- [Material provided]:
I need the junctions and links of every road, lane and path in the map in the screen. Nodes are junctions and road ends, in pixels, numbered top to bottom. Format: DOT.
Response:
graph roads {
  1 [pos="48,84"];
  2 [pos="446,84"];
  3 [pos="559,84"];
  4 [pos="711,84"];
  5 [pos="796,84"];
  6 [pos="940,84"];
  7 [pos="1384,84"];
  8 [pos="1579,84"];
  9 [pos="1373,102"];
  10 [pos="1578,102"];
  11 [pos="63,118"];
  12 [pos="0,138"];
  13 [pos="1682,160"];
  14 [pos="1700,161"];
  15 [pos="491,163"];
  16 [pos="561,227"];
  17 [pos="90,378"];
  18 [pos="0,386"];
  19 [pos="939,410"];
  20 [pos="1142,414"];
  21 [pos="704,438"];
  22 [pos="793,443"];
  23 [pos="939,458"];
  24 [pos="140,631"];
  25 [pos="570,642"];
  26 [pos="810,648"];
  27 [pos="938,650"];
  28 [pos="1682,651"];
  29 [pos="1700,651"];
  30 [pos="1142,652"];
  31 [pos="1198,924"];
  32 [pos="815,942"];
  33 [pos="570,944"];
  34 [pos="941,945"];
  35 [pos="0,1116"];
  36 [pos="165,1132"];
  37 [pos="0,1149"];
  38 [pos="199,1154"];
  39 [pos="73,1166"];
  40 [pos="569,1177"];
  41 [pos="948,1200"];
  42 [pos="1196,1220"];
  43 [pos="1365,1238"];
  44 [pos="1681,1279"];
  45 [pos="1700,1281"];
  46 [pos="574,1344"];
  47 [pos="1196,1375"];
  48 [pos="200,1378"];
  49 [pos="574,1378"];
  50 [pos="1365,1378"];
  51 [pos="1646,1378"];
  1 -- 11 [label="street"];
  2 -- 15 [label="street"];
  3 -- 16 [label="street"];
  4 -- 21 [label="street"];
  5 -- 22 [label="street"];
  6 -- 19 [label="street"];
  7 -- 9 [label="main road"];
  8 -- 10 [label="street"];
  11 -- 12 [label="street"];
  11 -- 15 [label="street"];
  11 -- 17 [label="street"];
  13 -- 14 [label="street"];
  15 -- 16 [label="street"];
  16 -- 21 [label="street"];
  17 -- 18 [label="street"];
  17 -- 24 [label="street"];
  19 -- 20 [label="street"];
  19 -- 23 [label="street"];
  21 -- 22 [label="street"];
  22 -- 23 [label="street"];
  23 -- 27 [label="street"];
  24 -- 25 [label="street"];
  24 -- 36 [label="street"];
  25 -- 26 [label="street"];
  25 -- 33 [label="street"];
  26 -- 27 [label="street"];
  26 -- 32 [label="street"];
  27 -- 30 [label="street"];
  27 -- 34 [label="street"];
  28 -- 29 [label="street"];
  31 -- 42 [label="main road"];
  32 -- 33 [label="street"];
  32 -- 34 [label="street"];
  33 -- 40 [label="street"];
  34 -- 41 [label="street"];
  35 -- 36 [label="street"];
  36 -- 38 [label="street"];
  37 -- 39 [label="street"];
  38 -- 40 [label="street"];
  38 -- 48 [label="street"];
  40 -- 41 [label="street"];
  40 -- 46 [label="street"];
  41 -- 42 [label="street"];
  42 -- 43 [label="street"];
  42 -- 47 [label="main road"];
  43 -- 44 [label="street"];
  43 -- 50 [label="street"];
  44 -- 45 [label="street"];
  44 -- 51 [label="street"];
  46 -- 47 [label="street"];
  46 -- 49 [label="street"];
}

- [Required work]: Each line in the data that holds the string "main" must be returned.

- [Answer below]:
  7 -- 9 [label="main road"];
  31 -- 42 [label="main road"];
  42 -- 47 [label="main road"];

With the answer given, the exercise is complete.